CatBoostClassifier for multiple parameters


I have the following text data for classifier

  1. He is an American basketball player
  2. He played in football in UK.

I want to predict 2 values in my data: country, sport. Example: 1) USA | basketball; 2) UK | football

Currently I'm using CatBoostClassifier() to predict a single value (e.g. country):

vectorizer = CountVectorizer(ngram_range=[1, 2])
x = vectorizer.fit_transform(df['words']).toarray()
y = df['country'].astype(int)
grid = GridSearchCV(CatBoostClassifier(n_estimators=200, silent=False), cv=3,
                param_grid={'learning_rate': [0.03], 'max_depth': [3]})
grid.fit(x, y)
model = grid.best_estimator_

Can I use the classifier to predict 2 or more values and get combined model?


Solution

  • You can use the sklearn.multioutput module which also supports the CatBoostClassifier. All the classifiers provided by this module take a base estimator for single output and extend them to multioutput estimators.
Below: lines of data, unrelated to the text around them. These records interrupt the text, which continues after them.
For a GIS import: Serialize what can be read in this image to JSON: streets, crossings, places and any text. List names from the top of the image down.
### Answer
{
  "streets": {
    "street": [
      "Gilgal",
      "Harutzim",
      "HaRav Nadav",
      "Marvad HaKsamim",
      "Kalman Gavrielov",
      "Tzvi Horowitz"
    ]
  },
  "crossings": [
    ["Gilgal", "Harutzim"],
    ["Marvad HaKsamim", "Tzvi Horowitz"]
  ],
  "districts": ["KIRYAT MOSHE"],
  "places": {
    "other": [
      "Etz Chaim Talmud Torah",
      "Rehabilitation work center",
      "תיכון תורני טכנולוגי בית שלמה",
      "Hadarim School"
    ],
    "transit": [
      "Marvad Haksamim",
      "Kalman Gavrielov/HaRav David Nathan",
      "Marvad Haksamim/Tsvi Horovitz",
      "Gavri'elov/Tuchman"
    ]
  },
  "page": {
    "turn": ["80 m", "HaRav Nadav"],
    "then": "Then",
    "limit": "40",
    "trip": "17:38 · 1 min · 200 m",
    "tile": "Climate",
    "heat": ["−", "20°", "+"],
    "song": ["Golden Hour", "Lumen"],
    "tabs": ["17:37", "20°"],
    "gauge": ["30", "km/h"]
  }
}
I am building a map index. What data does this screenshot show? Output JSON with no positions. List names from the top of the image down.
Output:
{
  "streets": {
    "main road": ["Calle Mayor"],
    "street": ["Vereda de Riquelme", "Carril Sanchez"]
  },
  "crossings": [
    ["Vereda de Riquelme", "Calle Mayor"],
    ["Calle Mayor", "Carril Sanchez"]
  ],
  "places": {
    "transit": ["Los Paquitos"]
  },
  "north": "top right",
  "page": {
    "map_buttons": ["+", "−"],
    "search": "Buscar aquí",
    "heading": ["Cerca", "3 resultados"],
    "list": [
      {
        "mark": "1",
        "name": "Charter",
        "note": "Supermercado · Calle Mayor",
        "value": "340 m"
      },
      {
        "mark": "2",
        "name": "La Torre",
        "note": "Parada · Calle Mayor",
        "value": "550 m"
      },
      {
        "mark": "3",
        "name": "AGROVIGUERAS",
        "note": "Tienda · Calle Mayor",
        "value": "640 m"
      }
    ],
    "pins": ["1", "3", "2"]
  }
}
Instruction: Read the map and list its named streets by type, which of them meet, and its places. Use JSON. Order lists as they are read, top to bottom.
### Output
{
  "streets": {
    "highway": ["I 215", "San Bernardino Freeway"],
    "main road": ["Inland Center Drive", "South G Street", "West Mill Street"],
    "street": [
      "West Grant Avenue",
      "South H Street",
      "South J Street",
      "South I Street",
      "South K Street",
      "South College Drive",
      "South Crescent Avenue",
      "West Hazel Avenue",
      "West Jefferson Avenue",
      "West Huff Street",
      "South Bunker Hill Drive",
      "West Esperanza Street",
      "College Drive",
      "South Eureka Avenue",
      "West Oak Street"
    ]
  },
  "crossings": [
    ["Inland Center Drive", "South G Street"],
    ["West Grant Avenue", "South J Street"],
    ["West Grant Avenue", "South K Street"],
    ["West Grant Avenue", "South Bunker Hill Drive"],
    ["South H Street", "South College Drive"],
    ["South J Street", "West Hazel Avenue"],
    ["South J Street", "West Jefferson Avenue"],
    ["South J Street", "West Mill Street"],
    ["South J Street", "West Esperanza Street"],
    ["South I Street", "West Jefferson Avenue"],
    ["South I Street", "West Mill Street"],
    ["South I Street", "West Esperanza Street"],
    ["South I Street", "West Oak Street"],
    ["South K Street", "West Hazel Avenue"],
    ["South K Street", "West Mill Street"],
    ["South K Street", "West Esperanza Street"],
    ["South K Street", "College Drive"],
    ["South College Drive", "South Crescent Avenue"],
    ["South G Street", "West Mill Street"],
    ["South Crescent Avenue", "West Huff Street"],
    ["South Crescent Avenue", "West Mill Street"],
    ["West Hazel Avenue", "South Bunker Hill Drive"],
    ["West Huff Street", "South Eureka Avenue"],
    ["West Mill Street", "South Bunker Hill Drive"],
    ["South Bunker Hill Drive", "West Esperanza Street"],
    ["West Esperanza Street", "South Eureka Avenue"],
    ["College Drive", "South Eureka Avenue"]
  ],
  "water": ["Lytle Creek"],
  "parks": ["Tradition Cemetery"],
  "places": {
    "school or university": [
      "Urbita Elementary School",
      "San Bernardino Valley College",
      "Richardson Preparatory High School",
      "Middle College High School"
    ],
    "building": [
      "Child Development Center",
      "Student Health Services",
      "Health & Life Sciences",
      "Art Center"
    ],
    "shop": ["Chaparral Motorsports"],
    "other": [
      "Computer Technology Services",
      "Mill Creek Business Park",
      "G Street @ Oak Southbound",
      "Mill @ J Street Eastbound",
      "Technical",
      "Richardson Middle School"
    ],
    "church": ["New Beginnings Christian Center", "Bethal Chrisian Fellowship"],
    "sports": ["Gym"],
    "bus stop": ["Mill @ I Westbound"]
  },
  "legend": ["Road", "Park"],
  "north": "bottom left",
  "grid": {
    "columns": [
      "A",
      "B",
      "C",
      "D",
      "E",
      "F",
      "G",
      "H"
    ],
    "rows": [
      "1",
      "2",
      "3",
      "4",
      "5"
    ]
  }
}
You can e.g. use the MultiOutputClassifier this way:

    from catboost import CatBoostClassifier
    from sklearn.multioutput import MultiOutputClassifier
    
    clf = MultiOutputClassifier(CatBoostClassifier(n_estimators=200, silent=False))
    

    Since this is a scikit-learn estimator you can also use it in a grid search as before like this:

    grid = GridSearchCV(clf, param_grid={'estimator__learning_rate': [0.03], 'estimator__max_depth': [3]}, cv=3)
    grid.fit(x, y)
    

    The labels you use to train the model should be in this format:

    import numpy as np
    
    y = np.asarray([['USA', 'basketball'], ['UK', 'football']])
    

    No changes to your features x needed.